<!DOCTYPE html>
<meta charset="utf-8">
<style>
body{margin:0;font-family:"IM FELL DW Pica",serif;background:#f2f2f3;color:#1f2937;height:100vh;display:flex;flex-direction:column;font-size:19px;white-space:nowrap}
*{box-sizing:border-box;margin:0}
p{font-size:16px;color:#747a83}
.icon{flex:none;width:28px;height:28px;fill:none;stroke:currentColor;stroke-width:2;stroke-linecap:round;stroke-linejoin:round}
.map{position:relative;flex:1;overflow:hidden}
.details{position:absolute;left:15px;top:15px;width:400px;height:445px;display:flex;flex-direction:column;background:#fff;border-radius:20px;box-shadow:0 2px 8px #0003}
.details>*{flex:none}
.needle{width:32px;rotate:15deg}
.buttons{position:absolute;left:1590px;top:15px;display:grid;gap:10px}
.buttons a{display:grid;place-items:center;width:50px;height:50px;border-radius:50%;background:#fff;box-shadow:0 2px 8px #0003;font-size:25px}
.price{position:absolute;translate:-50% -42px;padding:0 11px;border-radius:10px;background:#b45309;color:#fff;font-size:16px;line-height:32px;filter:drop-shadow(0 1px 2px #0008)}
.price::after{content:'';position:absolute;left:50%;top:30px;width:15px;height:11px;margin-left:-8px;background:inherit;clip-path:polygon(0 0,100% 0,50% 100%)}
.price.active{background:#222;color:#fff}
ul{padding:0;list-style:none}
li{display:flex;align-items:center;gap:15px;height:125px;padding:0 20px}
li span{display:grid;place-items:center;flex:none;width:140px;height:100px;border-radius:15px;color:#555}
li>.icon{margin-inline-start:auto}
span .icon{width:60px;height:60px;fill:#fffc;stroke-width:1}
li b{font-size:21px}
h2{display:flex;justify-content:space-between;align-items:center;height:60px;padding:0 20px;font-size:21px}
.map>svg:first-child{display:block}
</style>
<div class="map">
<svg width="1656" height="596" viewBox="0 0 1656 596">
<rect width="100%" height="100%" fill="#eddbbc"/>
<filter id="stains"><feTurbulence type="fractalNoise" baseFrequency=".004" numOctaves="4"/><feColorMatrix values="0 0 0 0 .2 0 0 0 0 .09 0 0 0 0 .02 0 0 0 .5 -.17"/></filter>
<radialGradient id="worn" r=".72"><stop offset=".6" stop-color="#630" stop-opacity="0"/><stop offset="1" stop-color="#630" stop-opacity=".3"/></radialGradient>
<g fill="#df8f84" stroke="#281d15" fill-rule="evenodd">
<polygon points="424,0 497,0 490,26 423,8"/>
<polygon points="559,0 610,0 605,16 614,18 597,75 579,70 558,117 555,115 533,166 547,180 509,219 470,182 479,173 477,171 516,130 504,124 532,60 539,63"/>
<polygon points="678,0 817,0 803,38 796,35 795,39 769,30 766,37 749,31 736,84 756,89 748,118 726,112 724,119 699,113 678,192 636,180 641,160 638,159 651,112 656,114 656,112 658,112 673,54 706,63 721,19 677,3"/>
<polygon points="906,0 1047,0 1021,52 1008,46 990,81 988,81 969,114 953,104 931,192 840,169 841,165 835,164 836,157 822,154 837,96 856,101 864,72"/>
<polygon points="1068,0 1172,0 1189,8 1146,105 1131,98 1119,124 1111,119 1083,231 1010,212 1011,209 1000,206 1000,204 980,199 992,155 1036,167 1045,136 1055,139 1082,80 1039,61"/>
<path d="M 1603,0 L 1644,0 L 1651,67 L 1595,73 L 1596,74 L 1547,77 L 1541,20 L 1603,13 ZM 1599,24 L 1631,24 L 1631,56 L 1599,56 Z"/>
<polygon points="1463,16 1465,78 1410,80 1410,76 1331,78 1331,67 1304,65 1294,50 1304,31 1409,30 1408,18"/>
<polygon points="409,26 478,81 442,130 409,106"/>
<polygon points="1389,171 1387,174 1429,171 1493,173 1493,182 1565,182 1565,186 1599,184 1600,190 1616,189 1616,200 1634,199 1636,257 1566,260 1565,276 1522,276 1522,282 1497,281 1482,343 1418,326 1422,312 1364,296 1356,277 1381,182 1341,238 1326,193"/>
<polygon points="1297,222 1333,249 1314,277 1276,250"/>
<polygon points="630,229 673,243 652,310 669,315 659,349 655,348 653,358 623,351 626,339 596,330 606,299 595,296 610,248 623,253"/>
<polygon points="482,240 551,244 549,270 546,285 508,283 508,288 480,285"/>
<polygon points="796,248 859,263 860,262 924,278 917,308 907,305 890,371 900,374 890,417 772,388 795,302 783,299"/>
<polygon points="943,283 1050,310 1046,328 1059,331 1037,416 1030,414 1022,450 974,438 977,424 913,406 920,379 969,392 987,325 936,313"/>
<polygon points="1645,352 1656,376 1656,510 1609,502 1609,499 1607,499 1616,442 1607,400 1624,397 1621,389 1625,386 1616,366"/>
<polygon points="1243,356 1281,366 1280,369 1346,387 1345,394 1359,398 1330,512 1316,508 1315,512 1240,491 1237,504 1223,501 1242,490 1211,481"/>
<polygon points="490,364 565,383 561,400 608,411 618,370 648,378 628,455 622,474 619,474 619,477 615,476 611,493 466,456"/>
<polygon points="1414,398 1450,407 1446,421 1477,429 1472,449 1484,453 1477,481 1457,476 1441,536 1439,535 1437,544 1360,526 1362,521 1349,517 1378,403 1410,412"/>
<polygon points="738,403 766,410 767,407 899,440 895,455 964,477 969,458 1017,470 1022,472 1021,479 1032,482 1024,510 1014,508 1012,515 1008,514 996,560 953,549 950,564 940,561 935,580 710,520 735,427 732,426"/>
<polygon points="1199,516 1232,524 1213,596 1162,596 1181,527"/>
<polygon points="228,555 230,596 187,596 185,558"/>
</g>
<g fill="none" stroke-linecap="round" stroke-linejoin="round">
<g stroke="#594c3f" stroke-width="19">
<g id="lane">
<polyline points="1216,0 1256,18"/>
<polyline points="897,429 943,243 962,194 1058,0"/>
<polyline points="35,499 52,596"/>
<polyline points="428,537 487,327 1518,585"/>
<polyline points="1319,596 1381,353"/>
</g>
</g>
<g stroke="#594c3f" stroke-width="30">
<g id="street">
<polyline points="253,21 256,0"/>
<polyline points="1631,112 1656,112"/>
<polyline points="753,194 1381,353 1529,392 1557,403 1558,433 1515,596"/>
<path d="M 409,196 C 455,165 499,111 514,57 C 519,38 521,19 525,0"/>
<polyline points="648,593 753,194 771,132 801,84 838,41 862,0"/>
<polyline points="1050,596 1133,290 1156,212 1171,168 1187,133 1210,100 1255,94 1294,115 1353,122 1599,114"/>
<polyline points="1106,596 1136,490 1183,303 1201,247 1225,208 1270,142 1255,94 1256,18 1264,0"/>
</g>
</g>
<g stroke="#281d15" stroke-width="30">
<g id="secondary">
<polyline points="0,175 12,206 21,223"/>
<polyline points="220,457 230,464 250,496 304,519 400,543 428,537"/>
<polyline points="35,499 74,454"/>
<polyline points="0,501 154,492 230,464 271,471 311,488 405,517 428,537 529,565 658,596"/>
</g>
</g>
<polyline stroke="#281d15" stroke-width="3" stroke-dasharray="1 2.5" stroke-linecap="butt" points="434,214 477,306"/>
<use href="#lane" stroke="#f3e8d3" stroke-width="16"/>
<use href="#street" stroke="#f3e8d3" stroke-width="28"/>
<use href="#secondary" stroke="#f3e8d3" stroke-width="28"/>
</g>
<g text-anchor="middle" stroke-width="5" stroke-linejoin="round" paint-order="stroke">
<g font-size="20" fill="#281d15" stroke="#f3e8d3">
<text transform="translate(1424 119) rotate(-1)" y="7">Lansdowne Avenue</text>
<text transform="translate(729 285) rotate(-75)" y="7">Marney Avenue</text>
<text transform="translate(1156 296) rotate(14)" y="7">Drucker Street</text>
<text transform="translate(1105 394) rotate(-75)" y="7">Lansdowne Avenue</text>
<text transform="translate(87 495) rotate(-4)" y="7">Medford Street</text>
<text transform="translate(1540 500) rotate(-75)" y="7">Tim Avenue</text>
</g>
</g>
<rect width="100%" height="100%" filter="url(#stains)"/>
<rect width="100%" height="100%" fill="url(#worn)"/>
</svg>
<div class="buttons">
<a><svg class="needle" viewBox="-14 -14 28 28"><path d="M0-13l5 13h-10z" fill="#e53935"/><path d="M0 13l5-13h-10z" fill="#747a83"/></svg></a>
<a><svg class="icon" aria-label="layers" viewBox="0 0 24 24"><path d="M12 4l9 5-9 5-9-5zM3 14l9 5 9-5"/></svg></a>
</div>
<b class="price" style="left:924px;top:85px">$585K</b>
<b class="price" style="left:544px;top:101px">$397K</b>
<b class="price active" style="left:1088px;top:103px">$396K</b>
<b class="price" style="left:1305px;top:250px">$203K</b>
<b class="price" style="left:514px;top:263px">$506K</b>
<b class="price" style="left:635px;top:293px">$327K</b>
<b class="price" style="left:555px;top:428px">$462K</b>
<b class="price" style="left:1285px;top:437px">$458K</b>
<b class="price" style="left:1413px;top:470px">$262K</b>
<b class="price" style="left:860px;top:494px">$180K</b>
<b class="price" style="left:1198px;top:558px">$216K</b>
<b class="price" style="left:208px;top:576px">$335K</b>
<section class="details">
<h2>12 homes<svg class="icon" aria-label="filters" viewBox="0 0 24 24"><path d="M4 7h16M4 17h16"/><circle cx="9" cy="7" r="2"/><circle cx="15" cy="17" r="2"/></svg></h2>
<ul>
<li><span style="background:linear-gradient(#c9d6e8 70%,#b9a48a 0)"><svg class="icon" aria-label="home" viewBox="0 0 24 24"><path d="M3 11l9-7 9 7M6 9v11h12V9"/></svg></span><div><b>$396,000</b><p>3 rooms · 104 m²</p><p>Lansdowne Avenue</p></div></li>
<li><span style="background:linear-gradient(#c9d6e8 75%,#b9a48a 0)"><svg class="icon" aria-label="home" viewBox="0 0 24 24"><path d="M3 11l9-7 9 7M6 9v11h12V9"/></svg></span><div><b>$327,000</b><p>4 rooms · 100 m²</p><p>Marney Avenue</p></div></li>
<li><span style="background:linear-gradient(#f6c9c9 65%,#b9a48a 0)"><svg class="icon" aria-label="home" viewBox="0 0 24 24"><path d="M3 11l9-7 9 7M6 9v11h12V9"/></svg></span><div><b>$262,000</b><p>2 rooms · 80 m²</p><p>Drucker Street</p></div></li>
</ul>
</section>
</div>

━━━━━━━━━━━━━━━━━━━━━━━━━━━━━━

== Exercise goal ==
Set down exactly the lines of the listing above, from the line holding "104 m²</p><p>Lansdowne Avenue</p></div></li>" through its last line, with nothing added.

== Response ==
<li><span style="background:linear-gradient(#c9d6e8 70%,#b9a48a 0)"><svg class="icon" aria-label="home" viewBox="0 0 24 24"><path d="M3 11l9-7 9 7M6 9v11h12V9"/></svg></span><div><b>$396,000</b><p>3 rooms · 104 m²</p><p>Lansdowne Avenue</p></div></li>
<li><span style="background:linear-gradient(#c9d6e8 75%,#b9a48a 0)"><svg class="icon" aria-label="home" viewBox="0 0 24 24"><path d="M3 11l9-7 9 7M6 9v11h12V9"/></svg></span><div><b>$327,000</b><p>4 rooms · 100 m²</p><p>Marney Avenue</p></div></li>
<li><span style="background:linear-gradient(#f6c9c9 65%,#b9a48a 0)"><svg class="icon" aria-label="home" viewBox="0 0 24 24"><path d="M3 11l9-7 9 7M6 9v11h12V9"/></svg></span><div><b>$262,000</b><p>2 rooms · 80 m²</p><p>Drucker Street</p></div></li>
</ul>
</section>
</div>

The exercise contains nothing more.